Organized protests address deterioration of the environment, air pollution levels, water pollution, soil and noise pollution, raw sewage, overuse of pesticides, increased number of freeways, and an irreplaceable loss of precious natural resources.
● Remedial programs like recycling and clean energy generation via alternative fuel are addressed on public platforms. Spearheaded campaigns by activists interlink in effort and vigor to assimilate the support, monetary as well as in kind, of millions of people.
● Earth Day celebrations across the globe are networked to promote environmental citizenship and dedicated progressive action. The idea is to function as a driving force to steer an awareness towards the depleting environmental health and trigger subsequent change in local and national policies.
● Today, Earth Day networking integrates more than 18,000 organizations, in over 172 countries, worldwide. The groups of trained and volunteer educators help coordinate with community development initiatives already in place. The planned environmental protection activities move beyond nationalities and physical boundaries, religion, caste, color or creed.
● The celebrations are designed to transcend differences in political opinion, to preserve geographical integrity, and generate one resonating accord, in sync with technological development and the possibilities generated by the communication revolution.
● The Earth Day Flag or Ecology Flag is the creation of cartoonist Ron Cobb. The green background with a yellow theta canton, is a design that integrates the alphabets 'E' and 'O'. While 'E' stands for 'environment', 'O' represents 'Organism'. The theta represents a warning, as well as peace.
● Today, widespread environmental degradation calls for a dedicated environmental teach-in. The Earth Day symbol, the Greek letter theta, represents the much-needed human intervention, when dealing with environmental events and the interrelationship between man and his environ.
● Many important laws have been put in order in the wake of the efforts made via Earth Day rostrums.
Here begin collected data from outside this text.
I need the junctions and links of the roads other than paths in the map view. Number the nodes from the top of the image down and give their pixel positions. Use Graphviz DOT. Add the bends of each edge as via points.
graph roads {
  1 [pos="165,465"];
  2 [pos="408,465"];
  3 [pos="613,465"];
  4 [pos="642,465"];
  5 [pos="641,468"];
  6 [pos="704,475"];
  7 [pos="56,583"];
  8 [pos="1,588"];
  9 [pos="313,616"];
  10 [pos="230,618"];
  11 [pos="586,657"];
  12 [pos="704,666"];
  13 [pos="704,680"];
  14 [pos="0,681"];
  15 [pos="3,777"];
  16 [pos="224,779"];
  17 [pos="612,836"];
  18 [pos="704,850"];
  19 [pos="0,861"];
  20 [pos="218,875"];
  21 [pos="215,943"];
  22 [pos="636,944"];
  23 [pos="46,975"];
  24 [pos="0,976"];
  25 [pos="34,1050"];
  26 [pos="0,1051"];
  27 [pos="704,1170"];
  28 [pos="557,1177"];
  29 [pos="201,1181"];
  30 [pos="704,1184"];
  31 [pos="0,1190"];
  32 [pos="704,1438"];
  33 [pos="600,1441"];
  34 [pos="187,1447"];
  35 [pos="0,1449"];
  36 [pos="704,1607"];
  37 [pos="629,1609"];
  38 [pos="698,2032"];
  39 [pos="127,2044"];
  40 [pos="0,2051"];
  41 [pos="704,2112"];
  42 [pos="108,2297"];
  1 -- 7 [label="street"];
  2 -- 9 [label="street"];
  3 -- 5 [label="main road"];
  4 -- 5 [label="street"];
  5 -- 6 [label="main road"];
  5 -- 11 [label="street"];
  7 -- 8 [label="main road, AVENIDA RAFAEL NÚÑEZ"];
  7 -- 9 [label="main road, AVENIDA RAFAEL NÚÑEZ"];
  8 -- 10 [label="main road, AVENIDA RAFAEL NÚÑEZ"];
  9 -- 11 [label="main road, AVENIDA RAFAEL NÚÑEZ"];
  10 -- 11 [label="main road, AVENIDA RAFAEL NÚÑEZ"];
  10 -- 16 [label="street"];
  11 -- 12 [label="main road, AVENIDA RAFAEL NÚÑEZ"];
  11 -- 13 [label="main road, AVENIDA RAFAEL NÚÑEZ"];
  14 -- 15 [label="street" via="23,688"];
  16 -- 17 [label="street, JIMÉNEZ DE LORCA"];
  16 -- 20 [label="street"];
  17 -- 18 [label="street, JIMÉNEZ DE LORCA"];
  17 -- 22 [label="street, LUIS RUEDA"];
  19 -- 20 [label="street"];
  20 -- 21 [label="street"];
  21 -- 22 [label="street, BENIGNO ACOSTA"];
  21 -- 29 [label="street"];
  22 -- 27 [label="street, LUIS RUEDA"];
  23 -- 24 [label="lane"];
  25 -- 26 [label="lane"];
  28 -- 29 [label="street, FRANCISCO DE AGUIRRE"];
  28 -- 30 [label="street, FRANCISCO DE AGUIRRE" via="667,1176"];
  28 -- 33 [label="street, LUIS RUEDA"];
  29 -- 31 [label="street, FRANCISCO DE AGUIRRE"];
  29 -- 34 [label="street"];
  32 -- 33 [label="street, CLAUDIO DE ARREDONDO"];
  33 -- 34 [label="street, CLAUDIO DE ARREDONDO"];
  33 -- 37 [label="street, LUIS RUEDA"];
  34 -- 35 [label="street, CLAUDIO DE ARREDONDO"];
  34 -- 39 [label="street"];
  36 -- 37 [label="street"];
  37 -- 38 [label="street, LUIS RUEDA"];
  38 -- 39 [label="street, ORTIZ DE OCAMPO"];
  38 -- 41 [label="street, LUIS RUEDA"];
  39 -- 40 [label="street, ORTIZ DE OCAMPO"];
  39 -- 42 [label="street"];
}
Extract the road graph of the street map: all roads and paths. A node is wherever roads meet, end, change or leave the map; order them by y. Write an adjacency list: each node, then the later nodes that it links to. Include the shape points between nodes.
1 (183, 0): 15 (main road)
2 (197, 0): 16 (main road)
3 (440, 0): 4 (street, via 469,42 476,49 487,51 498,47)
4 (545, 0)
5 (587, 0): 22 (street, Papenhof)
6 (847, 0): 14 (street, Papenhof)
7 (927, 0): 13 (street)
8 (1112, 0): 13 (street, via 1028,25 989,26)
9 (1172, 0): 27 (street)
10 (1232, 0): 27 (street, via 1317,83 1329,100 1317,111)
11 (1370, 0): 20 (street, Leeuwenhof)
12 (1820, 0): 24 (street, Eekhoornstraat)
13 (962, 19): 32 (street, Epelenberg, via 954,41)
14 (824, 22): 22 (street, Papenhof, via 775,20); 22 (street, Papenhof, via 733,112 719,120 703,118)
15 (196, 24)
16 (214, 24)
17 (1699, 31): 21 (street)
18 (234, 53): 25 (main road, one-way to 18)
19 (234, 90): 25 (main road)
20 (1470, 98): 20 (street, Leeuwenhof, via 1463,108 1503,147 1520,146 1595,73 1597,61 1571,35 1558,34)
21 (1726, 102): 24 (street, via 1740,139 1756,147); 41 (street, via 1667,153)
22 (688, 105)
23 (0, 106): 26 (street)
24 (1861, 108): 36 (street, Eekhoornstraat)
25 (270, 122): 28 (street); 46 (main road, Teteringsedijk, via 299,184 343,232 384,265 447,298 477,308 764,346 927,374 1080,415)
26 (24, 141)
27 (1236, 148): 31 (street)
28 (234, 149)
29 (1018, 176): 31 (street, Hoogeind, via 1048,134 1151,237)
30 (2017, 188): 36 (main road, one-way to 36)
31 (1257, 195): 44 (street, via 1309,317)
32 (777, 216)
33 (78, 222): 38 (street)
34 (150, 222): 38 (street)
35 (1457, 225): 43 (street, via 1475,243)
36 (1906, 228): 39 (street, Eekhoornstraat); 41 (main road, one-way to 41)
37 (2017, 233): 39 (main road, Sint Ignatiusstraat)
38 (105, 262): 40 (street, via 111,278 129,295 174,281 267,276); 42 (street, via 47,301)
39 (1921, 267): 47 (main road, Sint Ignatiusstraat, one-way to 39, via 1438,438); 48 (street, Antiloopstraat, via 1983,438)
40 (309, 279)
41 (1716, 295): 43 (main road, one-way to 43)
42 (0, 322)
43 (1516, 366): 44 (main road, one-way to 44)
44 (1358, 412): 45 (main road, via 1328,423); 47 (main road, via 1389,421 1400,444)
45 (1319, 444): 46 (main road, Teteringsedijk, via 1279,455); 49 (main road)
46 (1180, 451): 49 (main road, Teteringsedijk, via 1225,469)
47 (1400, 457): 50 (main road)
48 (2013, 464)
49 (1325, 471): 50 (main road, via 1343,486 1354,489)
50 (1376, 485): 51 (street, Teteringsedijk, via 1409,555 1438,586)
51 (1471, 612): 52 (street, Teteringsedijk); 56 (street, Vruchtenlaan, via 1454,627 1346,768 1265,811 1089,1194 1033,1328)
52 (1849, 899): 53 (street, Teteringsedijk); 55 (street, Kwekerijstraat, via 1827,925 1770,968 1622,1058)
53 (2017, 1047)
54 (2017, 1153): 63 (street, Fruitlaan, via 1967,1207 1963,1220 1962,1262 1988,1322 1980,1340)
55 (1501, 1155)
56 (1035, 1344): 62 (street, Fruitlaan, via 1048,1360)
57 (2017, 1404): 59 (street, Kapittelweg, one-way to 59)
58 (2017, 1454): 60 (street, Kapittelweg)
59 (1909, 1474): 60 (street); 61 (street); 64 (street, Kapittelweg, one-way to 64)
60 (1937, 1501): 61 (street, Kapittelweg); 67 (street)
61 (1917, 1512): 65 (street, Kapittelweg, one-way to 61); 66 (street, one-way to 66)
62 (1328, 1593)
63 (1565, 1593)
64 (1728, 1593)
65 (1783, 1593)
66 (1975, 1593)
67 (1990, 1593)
The Clean Air Act and the development of the Environmental Protection Agency are the offspring of this endeavor.
● There are a number of metropolitan cities around the globe that schedule an 'Earth Week' instead of just one Earth Day. The week usually begins on April 16 and ends with special Earth Day celebrations on April 22.
Future celebrations plan to address the execution of the following remedial steps, to promote a healthier environment:
  • Unconditional environmental sustainability.
  • Timely execution of pro-environment behavior.
  • Increased recycling.
  • Improved energy-efficiency, globally.
  • Reduction in the use of disposable items.